= Given records =
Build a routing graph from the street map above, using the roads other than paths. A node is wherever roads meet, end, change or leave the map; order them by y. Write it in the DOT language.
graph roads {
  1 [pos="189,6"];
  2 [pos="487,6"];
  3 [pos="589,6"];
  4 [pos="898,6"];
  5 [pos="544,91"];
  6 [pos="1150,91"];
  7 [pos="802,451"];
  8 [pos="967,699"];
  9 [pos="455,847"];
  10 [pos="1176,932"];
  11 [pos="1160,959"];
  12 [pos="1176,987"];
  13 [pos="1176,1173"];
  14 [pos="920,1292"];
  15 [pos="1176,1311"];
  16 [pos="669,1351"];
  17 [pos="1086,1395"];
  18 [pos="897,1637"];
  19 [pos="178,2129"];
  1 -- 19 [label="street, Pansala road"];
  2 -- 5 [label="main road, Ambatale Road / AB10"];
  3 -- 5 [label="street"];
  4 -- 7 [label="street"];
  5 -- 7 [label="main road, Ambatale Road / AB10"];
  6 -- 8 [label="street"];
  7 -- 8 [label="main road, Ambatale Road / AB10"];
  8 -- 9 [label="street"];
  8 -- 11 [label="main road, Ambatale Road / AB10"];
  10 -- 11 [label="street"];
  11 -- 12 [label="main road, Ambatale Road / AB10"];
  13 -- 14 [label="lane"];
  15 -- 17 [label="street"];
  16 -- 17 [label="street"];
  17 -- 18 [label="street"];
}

= Prompt =
Return every line of the material above exactly.

= Solution for this exercise =
Build a routing graph from the street map above, using the roads other than paths. A node is wherever roads meet, end, change or leave the map; order them by y. Write it in the DOT language.
graph roads {
  1 [pos="189,6"];
  2 [pos="487,6"];
  3 [pos="589,6"];
  4 [pos="898,6"];
  5 [pos="544,91"];
  6 [pos="1150,91"];
  7 [pos="802,451"];
  8 [pos="967,699"];
  9 [pos="455,847"];
  10 [pos="1176,932"];
  11 [pos="1160,959"];
  12 [pos="1176,987"];
  13 [pos="1176,1173"];
  14 [pos="920,1292"];
  15 [pos="1176,1311"];
  16 [pos="669,1351"];
  17 [pos="1086,1395"];
  18 [pos="897,1637"];
  19 [pos="178,2129"];
  1 -- 19 [label="street, Pansala road"];
  2 -- 5 [label="main road, Ambatale Road / AB10"];
  3 -- 5 [label="street"];
  4 -- 7 [label="street"];
  5 -- 7 [label="main road, Ambatale Road / AB10"];
  6 -- 8 [label="street"];
  7 -- 8 [label="main road, Ambatale Road / AB10"];
  8 -- 9 [label="street"];
  8 -- 11 [label="main road, Ambatale Road / AB10"];
  10 -- 11 [label="street"];
  11 -- 12 [label="main road, Ambatale Road / AB10"];
  13 -- 14 [label="lane"];
  15 -- 17 [label="street"];
  16 -- 17 [label="street"];
  17 -- 18 [label="street"];
}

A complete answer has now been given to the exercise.